* [Task]: Every entry below must be retyped exactly, and the pictures must be left out.

* [Input data]:
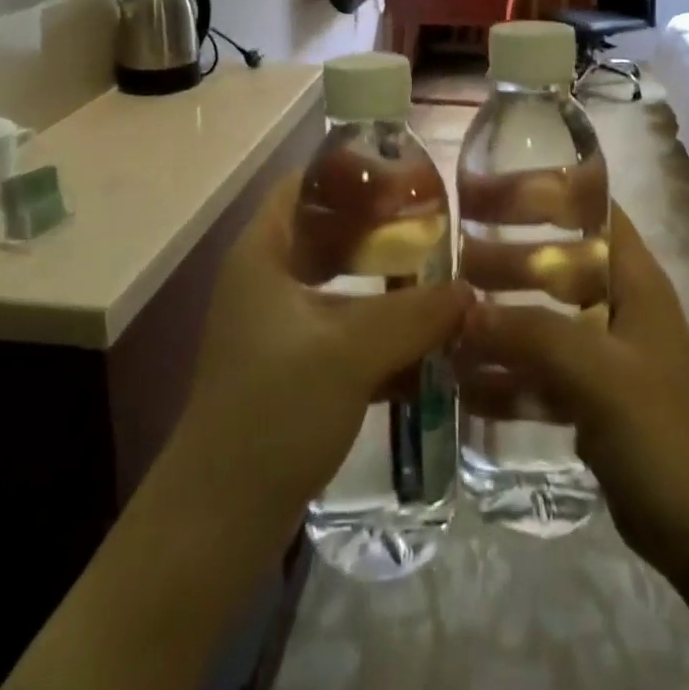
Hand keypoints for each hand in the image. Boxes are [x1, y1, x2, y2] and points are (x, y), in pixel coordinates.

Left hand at [175, 170, 472, 529]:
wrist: (218, 520)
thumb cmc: (273, 412)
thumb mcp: (351, 353)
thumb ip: (415, 314)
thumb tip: (470, 289)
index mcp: (263, 252)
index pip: (305, 182)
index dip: (352, 169)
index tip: (407, 172)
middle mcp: (268, 277)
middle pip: (329, 230)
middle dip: (382, 227)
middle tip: (437, 224)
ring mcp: (279, 324)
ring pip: (341, 282)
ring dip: (388, 280)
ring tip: (442, 274)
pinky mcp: (294, 366)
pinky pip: (345, 327)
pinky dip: (381, 326)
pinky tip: (428, 337)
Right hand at [455, 206, 688, 572]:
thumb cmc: (664, 436)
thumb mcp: (598, 374)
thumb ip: (533, 334)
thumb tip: (463, 310)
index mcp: (633, 279)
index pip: (590, 210)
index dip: (544, 191)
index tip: (486, 191)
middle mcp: (619, 306)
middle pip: (557, 264)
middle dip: (507, 260)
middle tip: (451, 260)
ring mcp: (606, 356)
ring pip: (544, 320)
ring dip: (500, 321)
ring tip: (445, 323)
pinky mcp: (594, 401)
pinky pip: (542, 374)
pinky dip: (508, 377)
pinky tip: (463, 387)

* [Solution below]:
Hand keypoints for each hand in the image. Boxes are [x1, y1, x2, y2] and points are (x, y), in pixel coordinates.

Left hand at [175, 170, 472, 529]:
wrist: (218, 520)
thumb cmc: (273, 412)
thumb mcp: (351, 353)
thumb ip: (415, 314)
thumb tip: (470, 289)
index mcp: (263, 252)
index pip: (305, 182)
index dip: (352, 169)
index tip: (407, 172)
middle mcp: (268, 277)
middle pip: (329, 230)
middle dip: (382, 227)
middle tip: (437, 224)
ring mcp: (279, 324)
ring pip: (341, 282)
ring dip: (388, 280)
ring tip: (442, 274)
pinky mcp: (294, 366)
pinky pip: (345, 327)
pinky dip: (381, 326)
pinky tip: (428, 337)
Right hand at [455, 206, 688, 572]:
thumb cmc: (664, 436)
thumb mcp: (598, 374)
thumb ip: (533, 334)
thumb tip: (463, 310)
index mcp: (633, 279)
index pip: (590, 210)
index dip: (544, 191)
index tip: (486, 191)
middle mcp: (619, 306)
middle pip: (557, 264)
middle dip: (507, 260)
middle tip: (451, 260)
ring mcp: (606, 356)
ring pip: (544, 320)
ring dip: (500, 321)
ring tip: (445, 323)
pinky mcp: (594, 401)
pinky pip: (542, 374)
pinky dip: (508, 377)
pinky tip: (463, 387)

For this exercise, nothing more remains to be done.